"""
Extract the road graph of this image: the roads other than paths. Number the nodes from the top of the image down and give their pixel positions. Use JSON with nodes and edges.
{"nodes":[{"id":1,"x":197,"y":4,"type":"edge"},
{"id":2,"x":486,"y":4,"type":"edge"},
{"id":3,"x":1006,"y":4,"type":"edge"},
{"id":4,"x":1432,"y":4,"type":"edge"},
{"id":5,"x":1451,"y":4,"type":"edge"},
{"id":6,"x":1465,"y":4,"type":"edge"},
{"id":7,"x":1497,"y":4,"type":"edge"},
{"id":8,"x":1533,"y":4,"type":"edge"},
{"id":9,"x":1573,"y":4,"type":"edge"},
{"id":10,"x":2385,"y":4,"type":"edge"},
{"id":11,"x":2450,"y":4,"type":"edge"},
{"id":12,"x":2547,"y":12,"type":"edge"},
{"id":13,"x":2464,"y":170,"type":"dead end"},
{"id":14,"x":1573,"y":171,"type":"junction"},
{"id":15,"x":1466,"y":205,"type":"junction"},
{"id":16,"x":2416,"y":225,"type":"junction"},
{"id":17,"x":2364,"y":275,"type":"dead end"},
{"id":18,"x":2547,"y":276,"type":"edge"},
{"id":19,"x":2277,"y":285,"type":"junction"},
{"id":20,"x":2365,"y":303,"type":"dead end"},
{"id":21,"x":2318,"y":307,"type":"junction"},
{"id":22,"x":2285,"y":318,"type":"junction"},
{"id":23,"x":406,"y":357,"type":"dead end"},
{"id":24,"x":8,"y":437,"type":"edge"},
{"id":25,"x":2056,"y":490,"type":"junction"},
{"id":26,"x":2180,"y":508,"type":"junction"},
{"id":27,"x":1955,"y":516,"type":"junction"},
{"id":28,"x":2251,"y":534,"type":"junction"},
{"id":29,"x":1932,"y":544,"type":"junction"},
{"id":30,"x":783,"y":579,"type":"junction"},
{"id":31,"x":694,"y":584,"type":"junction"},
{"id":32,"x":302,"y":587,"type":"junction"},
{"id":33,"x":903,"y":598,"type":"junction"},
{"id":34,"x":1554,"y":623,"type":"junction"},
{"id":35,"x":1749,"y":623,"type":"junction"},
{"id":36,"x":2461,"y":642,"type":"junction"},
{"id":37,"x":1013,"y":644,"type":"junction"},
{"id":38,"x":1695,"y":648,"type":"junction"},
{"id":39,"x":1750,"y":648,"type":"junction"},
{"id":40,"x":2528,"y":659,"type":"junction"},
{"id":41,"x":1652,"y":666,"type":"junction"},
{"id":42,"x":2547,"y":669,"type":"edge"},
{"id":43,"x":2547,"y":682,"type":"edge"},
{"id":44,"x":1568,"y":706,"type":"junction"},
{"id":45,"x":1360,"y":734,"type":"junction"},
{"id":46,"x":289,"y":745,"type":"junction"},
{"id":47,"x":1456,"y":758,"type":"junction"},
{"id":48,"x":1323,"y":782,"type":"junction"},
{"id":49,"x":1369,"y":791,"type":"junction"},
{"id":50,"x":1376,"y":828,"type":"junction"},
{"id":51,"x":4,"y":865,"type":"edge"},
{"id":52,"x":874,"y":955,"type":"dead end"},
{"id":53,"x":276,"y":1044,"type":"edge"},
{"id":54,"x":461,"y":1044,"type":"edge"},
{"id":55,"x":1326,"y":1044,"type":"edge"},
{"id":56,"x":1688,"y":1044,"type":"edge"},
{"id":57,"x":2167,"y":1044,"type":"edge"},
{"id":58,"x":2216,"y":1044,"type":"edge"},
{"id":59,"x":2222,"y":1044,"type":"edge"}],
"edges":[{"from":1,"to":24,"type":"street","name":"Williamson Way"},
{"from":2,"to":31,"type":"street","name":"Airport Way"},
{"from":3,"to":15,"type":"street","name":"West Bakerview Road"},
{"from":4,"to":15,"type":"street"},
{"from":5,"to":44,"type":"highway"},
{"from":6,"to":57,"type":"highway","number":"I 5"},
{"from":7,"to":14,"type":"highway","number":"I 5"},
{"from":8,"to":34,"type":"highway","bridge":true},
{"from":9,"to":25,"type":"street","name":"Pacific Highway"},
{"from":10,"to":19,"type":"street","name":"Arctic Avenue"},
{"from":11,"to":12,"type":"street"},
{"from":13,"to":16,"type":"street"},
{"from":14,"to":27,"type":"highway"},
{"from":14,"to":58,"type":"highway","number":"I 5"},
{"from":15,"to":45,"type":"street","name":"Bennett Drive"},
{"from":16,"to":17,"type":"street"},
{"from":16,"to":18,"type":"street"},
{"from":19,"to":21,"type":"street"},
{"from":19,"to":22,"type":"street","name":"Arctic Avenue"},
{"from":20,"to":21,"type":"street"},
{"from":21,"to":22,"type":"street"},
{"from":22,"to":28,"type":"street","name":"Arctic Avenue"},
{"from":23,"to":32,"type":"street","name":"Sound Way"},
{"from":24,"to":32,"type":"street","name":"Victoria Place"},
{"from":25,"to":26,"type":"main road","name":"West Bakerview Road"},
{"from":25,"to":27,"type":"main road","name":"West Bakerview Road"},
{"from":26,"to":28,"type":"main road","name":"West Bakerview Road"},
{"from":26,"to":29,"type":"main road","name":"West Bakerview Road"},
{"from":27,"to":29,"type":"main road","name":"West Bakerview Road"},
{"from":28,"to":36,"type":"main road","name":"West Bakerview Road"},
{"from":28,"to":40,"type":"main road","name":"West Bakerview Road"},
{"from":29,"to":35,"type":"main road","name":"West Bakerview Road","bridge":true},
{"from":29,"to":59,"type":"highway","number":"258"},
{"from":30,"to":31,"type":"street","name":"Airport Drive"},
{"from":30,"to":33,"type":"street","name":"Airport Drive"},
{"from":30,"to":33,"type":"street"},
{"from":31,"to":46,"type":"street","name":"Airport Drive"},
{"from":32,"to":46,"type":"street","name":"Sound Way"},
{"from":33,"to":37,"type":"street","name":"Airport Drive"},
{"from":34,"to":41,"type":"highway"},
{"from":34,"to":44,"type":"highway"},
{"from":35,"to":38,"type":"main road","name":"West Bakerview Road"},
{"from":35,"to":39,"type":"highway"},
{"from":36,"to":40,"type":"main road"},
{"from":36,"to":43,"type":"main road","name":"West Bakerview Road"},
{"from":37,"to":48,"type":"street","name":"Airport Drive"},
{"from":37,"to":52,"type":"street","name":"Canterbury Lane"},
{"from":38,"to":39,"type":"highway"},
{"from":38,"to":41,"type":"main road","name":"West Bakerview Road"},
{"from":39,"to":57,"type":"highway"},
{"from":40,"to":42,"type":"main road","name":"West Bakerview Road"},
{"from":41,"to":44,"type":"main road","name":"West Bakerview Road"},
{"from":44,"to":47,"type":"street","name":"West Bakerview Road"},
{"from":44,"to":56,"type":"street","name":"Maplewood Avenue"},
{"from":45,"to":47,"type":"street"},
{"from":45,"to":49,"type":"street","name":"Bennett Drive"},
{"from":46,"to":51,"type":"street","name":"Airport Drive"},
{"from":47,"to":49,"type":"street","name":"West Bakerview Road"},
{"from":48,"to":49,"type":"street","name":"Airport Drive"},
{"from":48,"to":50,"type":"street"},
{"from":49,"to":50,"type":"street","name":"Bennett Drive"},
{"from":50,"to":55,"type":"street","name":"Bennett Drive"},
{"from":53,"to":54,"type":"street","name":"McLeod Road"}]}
"""
YOUR GOAL - Where the string "dead" shows up in the listing above, copy the line that holds it.

THE COMPLETED TASK -
{"id":13,"x":2464,"y":170,"type":"dead end"},
{"id":17,"x":2364,"y":275,"type":"dead end"},
{"id":20,"x":2365,"y":303,"type":"dead end"},
{"id":23,"x":406,"y":357,"type":"dead end"},
{"id":52,"x":874,"y":955,"type":"dead end"},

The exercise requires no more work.